Before he beat Cerrone, McGregor suggested he could fight again at UFC 248 on March 7 if he didn't take too much punishment. Cerrone failed to land a single strike, so McGregor came out totally unscathed — but it could still take a bit longer than seven weeks to sort out his next step.
At least the first simultaneous two-division champion in UFC history appears to be taking that next step with sure footing. The spotlight never left McGregor, but he didn't seem capable of meeting its demands in recent years.
“I’d achieved it all, right?” McGregor said. “I broke the game before I was 30 years of age. One belt became not enough. I achieved it all. (Coach) John (Kavanagh) says it’s the worst nightmare for a coach if a student achieves it all. I probably had to go through all that and then just come back for the love.”
McGregor was still the biggest star in the game even while he lost both of his UFC belts, dabbled in boxing and focused on whiskey, both as a successful distiller and an eager consumer.
McGregor and Nurmagomedov then engaged in a dark, ugly promotion of their first bout.

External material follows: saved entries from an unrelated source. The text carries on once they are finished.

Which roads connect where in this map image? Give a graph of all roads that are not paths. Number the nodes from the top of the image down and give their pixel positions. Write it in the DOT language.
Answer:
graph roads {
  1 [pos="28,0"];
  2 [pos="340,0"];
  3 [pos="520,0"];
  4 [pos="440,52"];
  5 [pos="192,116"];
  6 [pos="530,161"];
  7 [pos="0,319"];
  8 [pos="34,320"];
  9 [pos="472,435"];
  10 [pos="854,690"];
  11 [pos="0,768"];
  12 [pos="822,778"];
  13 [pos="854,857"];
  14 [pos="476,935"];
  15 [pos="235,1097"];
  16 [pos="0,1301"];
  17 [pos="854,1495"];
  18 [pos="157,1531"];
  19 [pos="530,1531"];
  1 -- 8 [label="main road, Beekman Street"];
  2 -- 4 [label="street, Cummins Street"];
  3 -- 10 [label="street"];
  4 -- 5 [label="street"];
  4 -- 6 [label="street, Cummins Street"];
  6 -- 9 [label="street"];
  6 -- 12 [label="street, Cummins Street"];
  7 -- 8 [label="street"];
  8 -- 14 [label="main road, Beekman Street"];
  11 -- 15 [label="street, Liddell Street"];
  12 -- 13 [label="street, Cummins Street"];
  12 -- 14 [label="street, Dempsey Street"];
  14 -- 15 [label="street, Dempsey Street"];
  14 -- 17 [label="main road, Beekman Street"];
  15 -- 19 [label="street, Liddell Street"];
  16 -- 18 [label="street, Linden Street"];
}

Away from the cameras, McGregor was training erratically and enjoying too much of the good life created by his stardom.
He says he escaped that cloud late last year, and McGregor believes his performance against Cerrone showed the way to even brighter days if he can stay on this path.
“I love that whiskey, but you've got to respect it,” McGregor said. “You’ve got to respect that liquid, because if you don’t, it will come and get you.”